Austin Lee:
Double-Rendering

The Miriam and Ira D. Wallach Art Gallery, New York
March 25 - April 9, 2023

Double-Rendering, a solo exhibition of New York-based artist Austin Lee (b. 1983), explores the aesthetic possibilities of combining computer-generated imagery and airbrushing. Lee employs his own digital drawings created with cutting-edge computer graphics technology, such as virtual reality (VR). They serve as a basis for his paintings and sculptures, which incorporate his unique airbrush technique. This exhibition investigates Lee’s two-fold image-making practice to reveal the impact that computer graphics have not only on artistic creation but also on the experience of reality.

The title of the exhibition alludes to the double meaning of the term rendering: it is used in computer science to describe the generation of computer graphics from a data set, and it also refers to the process of reproducing or representing reality in conventional art forms. This double definition of rendering enables the analysis of Lee’s practice as a continuous and inextricably linked “double-rendering” process instead of a simple assertion of materiality over immateriality.

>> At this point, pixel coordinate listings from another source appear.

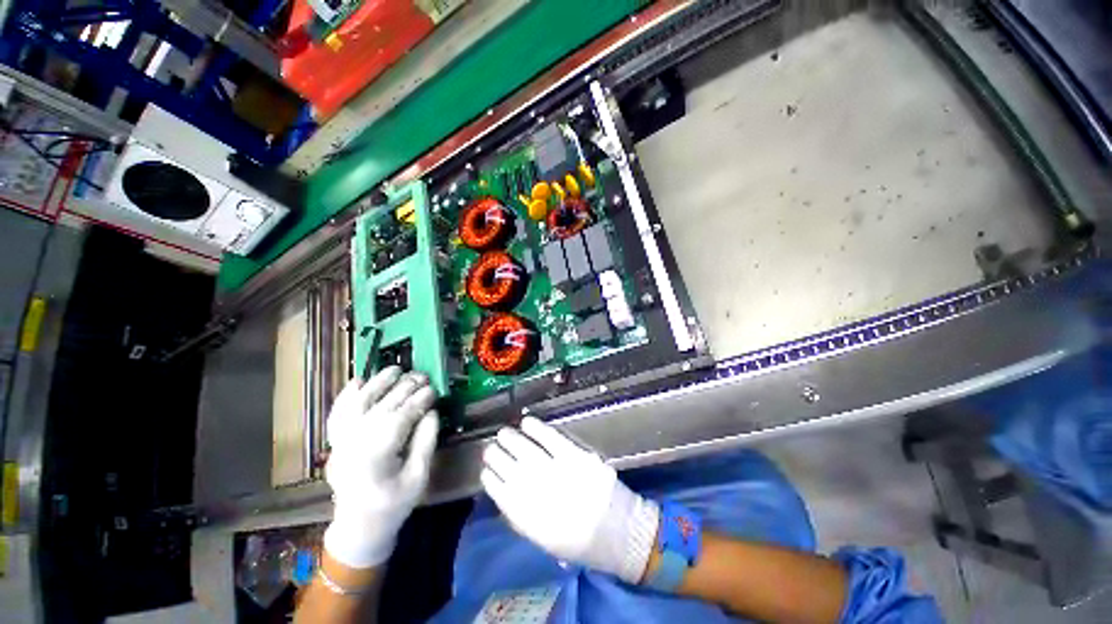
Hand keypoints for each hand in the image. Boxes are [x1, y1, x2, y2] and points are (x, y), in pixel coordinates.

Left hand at [323, 367, 438, 567]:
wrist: (358, 525)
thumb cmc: (393, 504)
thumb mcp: (418, 477)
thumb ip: (425, 442)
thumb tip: (432, 412)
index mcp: (376, 454)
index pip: (401, 417)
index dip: (419, 400)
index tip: (434, 389)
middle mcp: (355, 442)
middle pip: (383, 406)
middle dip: (405, 387)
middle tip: (423, 376)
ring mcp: (342, 441)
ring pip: (359, 404)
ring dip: (378, 383)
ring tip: (396, 368)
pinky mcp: (336, 442)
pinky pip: (338, 414)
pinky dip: (346, 396)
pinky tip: (358, 381)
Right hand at [480, 417, 659, 583]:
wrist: (618, 533)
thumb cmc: (582, 542)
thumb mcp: (546, 539)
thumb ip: (523, 518)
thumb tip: (506, 495)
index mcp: (528, 518)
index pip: (500, 493)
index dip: (490, 479)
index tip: (485, 471)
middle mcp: (537, 492)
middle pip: (509, 468)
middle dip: (496, 456)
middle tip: (490, 448)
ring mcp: (556, 471)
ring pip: (525, 450)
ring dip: (511, 440)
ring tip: (503, 433)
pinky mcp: (574, 456)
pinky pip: (550, 438)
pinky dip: (536, 429)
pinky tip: (526, 422)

Double-Rendering comprises five new works that examine the interconnectedness of happiness and sadness. Lee views digital technology not as an inhumane tool that reduces everything to 0 and 1 but as a means of delving deeper into human emotions and visualizing their various manifestations. His work, which straddles the realms of painting, sculpture, and 3D animation, demonstrates how mechanical tools and human agents can coexist in today's technological environment. Lee's practice consistently reiterates that technology is an active and responsive tool for artistic production and that virtual and physical images are not distinct but rather multilayered and hybridized.